(REQUIRED WORK) Repeat every entry word for word; omit all pictures.

(Records drawn from a dataset)
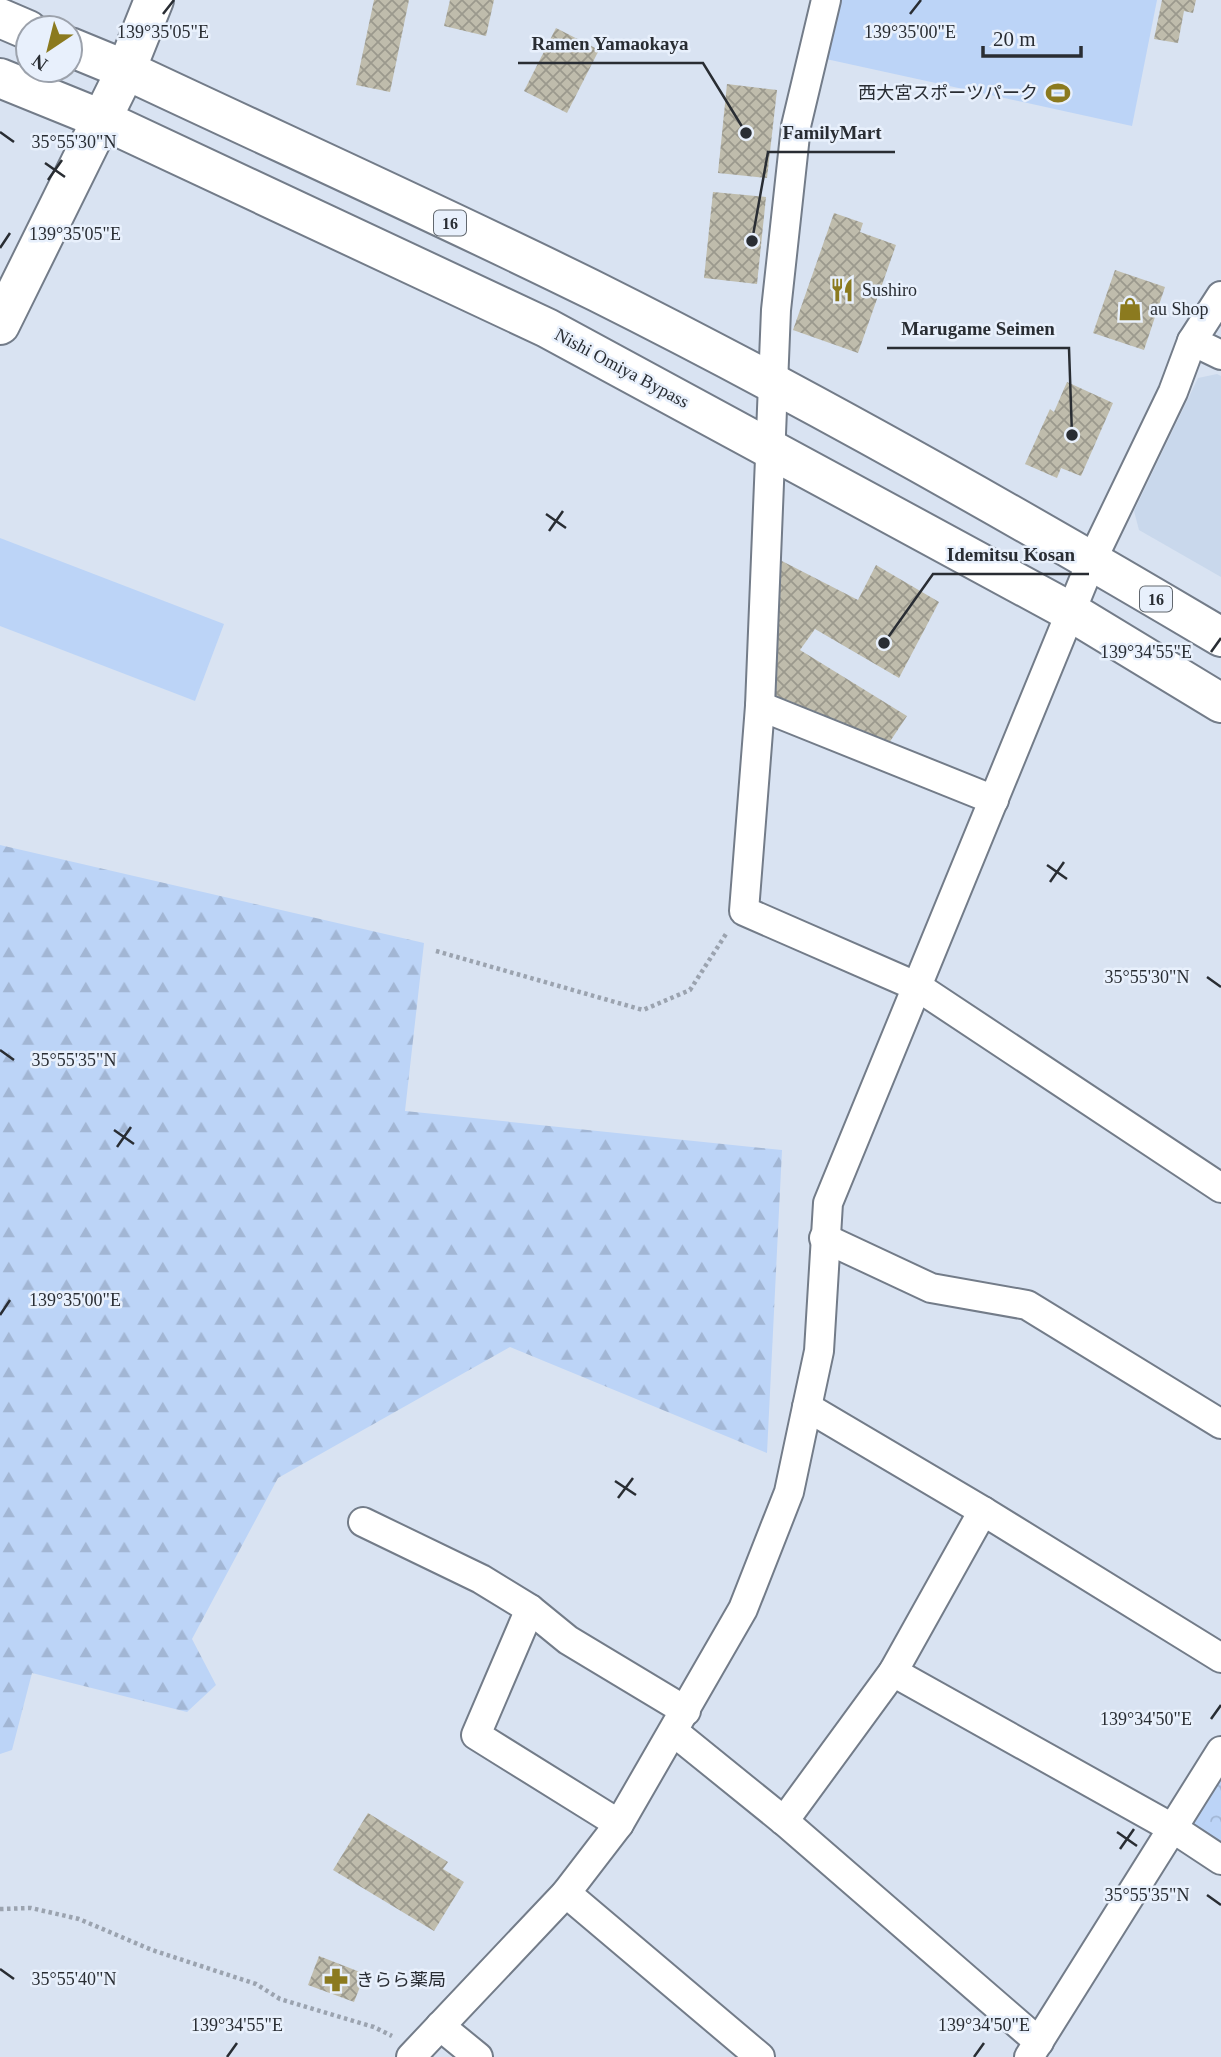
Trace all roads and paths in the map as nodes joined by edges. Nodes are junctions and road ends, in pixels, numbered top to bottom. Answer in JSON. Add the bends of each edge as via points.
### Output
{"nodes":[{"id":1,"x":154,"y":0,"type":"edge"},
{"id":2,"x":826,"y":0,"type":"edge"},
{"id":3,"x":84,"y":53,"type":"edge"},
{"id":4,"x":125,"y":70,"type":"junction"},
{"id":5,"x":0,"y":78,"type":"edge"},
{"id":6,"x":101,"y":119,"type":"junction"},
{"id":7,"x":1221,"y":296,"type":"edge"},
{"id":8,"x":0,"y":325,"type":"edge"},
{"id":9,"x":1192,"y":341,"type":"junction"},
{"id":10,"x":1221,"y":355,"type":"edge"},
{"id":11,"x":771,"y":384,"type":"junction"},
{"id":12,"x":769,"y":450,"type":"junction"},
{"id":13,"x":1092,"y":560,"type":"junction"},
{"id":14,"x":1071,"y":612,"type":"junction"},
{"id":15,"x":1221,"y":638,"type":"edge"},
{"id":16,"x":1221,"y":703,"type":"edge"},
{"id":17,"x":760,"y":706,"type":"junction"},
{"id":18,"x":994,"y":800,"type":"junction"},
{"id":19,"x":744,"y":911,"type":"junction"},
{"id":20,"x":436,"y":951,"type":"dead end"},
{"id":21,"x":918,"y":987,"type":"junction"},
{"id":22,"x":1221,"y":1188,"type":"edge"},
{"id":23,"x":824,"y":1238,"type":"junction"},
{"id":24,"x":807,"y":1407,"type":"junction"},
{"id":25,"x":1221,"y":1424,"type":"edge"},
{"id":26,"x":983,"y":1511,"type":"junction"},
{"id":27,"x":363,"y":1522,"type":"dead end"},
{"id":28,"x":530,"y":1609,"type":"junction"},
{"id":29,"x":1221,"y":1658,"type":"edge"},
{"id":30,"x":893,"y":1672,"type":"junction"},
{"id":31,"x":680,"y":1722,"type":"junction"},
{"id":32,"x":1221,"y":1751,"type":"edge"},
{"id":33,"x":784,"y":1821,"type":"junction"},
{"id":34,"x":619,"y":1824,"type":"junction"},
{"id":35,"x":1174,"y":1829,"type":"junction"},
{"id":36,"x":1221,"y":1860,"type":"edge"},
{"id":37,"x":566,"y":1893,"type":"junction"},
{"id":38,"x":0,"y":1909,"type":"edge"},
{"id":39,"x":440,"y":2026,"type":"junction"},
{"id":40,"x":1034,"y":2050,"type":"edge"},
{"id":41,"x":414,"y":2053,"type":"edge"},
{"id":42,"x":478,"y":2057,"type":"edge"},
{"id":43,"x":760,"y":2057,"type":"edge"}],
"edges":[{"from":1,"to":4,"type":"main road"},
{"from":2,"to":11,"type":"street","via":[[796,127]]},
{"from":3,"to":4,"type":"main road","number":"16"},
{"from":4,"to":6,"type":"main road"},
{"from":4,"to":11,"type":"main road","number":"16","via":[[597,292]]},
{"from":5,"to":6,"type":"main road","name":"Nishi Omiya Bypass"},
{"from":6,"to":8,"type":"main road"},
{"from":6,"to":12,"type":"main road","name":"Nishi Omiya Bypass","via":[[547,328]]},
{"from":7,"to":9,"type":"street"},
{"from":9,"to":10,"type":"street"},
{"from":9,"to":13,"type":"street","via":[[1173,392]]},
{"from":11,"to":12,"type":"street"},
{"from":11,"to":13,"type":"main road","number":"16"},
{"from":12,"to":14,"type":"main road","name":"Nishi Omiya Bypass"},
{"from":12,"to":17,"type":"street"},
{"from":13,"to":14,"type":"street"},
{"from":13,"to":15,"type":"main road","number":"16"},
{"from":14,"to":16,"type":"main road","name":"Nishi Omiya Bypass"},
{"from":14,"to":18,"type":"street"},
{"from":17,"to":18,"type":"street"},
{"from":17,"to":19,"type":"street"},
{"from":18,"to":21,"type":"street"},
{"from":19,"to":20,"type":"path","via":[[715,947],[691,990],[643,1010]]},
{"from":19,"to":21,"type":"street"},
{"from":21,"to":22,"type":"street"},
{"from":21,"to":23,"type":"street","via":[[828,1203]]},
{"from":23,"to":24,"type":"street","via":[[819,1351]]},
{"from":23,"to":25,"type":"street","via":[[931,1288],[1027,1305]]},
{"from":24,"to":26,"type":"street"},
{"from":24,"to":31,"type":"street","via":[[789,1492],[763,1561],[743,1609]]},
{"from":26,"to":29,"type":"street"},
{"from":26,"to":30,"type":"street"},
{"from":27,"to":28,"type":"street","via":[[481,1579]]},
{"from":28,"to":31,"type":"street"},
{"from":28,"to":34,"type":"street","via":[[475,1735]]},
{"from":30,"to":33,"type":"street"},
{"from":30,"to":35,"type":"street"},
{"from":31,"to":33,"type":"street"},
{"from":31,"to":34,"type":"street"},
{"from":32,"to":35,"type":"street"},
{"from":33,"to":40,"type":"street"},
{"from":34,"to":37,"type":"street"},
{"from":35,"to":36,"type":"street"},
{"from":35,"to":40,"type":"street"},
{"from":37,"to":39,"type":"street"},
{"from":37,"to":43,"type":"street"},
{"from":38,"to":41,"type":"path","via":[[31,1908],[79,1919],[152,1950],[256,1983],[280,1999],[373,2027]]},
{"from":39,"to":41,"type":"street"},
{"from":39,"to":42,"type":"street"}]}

(YOUR RESPONSE)
Trace all roads and paths in the map as nodes joined by edges. Nodes are junctions and road ends, in pixels, numbered top to bottom. Answer in JSON. Add the bends of each edge as via points.
### Output
{"nodes":[{"id":1,"x":154,"y":0,"type":"edge"},
{"id":2,"x":826,"y":0,"type":"edge"},
{"id":3,"x":84,"y":53,"type":"edge"},
{"id":4,"x":125,"y":70,"type":"junction"},
{"id":5,"x":0,"y":78,"type":"edge"},
{"id":6,"x":101,"y":119,"type":"junction"},
{"id":7,"x":1221,"y":296,"type":"edge"},
{"id":8,"x":0,"y":325,"type":"edge"},
{"id":9,"x":1192,"y":341,"type":"junction"},
{"id":10,"x":1221,"y":355,"type":"edge"},
{"id":11,"x":771,"y":384,"type":"junction"},
{"id":12,"x":769,"y":450,"type":"junction"},
{"id":13,"x":1092,"y":560,"type":"junction"},
{"id":14,"x":1071,"y":612,"type":"junction"},
{"id":15,"x":1221,"y":638,"type":"edge"},
{"id":16,"x":1221,"y":703,"type":"edge"},
{"id":17,"x":760,"y":706,"type":"junction"},
{"id":18,"x":994,"y":800,"type":"junction"},
{"id":19,"x":744,"y":911,"type":"junction"},
{"id":20,"x":436,"y":951,"type":"dead end"},
{"id":21,"x":918,"y":987,"type":"junction"},
{"id":22,"x":1221,"y":1188,"type":"edge"},
{"id":23,"x":824,"y":1238,"type":"junction"},
{"id":24,"x":807,"y":1407,"type":"junction"},
{"id":25,"x":1221,"y":1424,"type":"edge"},
{"id":26,"x":983,"y":1511,"type":"junction"},
{"id":27,"x":363,"y":1522,"type":"dead end"},
{"id":28,"x":530,"y":1609,"type":"junction"},
{"id":29,"x":1221,"y":1658,"type":"edge"},
{"id":30,"x":893,"y":1672,"type":"junction"},
{"id":31,"x":680,"y":1722,"type":"junction"},
{"id":32,"x":1221,"y":1751,"type":"edge"},
{"id":33,"x":784,"y":1821,"type":"junction"},
{"id":34,"x":619,"y":1824,"type":"junction"},
{"id":35,"x":1174,"y":1829,"type":"junction"},
{"id":36,"x":1221,"y":1860,"type":"edge"},
{"id":37,"x":566,"y":1893,"type":"junction"},
{"id":38,"x":0,"y":1909,"type":"edge"},
{"id":39,"x":440,"y":2026,"type":"junction"},
{"id":40,"x":1034,"y":2050,"type":"edge"},
{"id":41,"x":414,"y":2053,"type":"edge"},
{"id":42,"x":478,"y":2057,"type":"edge"},
{"id":43,"x":760,"y":2057,"type":"edge"}],
"edges":[{"from":1,"to":4,"type":"main road"},
{"from":2,"to":11,"type":"street","via":[[796,127]]},
{"from":3,"to":4,"type":"main road","number":"16"},
{"from":4,"to":6,"type":"main road"},
{"from":4,"to":11,"type":"main road","number":"16","via":[[597,292]]},
{"from":5,"to":6,"type":"main road","name":"Nishi Omiya Bypass"},
{"from":6,"to":8,"type":"main road"},
{"from":6,"to":12,"type":"main road","name":"Nishi Omiya Bypass","via":[[547,328]]},
{"from":7,"to":9,"type":"street"},
{"from":9,"to":10,"type":"street"},
{"from":9,"to":13,"type":"street","via":[[1173,392]]},
{"from":11,"to":12,"type":"street"},
{"from":11,"to":13,"type":"main road","number":"16"},
{"from":12,"to":14,"type":"main road","name":"Nishi Omiya Bypass"},
{"from":12,"to":17,"type":"street"},
{"from":13,"to":14,"type":"street"},
{"from":13,"to":15,"type":"main road","number":"16"},
{"from":14,"to":16,"type":"main road","name":"Nishi Omiya Bypass"},
{"from":14,"to":18,"type":"street"},
{"from":17,"to":18,"type":"street"},
{"from":17,"to":19,"type":"street"},
{"from":18,"to":21,"type":"street"},
{"from":19,"to":20,"type":"path","via":[[715,947],[691,990],[643,1010]]},
{"from":19,"to":21,"type":"street"},
{"from":21,"to":22,"type":"street"},
{"from":21,"to":23,"type":"street","via":[[828,1203]]},
{"from":23,"to":24,"type":"street","via":[[819,1351]]},
{"from":23,"to":25,"type":"street","via":[[931,1288],[1027,1305]]},
{"from":24,"to":26,"type":"street"},
{"from":24,"to":31,"type":"street","via":[[789,1492],[763,1561],[743,1609]]},
{"from":26,"to":29,"type":"street"},
{"from":26,"to":30,"type":"street"},
{"from":27,"to":28,"type":"street","via":[[481,1579]]},
{"from":28,"to":31,"type":"street"},
{"from":28,"to":34,"type":"street","via":[[475,1735]]},
{"from":30,"to":33,"type":"street"},
{"from":30,"to":35,"type":"street"},
{"from":31,"to":33,"type":"street"},
{"from":31,"to":34,"type":"street"},
{"from":32,"to":35,"type":"street"},
{"from":33,"to":40,"type":"street"},
{"from":34,"to":37,"type":"street"},
{"from":35,"to":36,"type":"street"},
{"from":35,"to":40,"type":"street"},
{"from":37,"to":39,"type":"street"},
{"from":37,"to":43,"type":"street"},
{"from":38,"to":41,"type":"path","via":[[31,1908],[79,1919],[152,1950],[256,1983],[280,1999],[373,2027]]},
{"from":39,"to":41,"type":"street"},
{"from":39,"to":42,"type":"street"}]}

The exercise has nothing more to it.